[Directions] Report how many lines in the following entries contain "Boulevard". Nothing else should be given.

Start of Excerpted data

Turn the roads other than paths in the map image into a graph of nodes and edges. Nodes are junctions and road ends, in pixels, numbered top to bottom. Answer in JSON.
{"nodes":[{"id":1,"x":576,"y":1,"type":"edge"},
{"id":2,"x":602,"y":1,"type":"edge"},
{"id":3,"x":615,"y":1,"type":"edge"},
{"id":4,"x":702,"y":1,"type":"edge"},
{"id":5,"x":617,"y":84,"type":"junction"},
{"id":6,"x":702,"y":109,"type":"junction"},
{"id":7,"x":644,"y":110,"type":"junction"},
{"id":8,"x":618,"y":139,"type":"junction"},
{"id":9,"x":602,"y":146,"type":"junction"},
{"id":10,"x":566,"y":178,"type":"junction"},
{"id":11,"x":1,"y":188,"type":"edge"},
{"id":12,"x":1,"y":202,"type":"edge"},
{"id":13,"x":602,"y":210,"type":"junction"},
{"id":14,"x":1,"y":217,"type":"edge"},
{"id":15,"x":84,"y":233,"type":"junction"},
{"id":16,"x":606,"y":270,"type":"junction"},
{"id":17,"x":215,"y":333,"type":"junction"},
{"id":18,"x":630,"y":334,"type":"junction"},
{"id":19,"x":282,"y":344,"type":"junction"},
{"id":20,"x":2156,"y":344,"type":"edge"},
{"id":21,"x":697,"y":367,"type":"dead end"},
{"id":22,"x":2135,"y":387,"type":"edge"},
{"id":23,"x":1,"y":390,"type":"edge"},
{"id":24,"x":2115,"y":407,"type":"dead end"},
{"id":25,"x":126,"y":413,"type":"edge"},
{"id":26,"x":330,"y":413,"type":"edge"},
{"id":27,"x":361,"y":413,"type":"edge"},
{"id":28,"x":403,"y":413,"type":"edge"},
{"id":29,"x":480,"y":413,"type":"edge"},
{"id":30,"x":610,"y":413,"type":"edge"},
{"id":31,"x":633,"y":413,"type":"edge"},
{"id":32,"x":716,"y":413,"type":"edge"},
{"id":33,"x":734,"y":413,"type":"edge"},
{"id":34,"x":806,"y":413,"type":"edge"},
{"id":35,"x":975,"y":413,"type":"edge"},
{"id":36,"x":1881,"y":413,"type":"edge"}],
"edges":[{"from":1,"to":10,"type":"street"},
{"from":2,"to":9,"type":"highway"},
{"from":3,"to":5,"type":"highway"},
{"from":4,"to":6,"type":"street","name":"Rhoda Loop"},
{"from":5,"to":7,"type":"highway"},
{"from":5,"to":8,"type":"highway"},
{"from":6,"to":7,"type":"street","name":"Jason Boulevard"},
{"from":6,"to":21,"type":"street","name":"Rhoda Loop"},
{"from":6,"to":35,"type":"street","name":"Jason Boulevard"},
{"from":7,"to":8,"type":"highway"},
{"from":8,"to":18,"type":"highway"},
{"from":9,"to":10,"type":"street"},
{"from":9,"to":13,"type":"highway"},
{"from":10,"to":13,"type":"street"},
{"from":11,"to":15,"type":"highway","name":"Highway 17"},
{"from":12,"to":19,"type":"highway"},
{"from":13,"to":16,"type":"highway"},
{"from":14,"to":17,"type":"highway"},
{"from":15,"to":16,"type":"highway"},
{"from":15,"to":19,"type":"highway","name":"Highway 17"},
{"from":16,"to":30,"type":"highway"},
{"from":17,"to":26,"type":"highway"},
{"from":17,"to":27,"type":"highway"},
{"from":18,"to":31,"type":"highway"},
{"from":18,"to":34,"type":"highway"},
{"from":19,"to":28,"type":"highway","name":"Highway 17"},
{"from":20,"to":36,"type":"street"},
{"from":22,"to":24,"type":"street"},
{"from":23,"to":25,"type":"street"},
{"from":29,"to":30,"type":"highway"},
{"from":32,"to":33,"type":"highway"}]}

End of Excerpted data

[Final answer] 2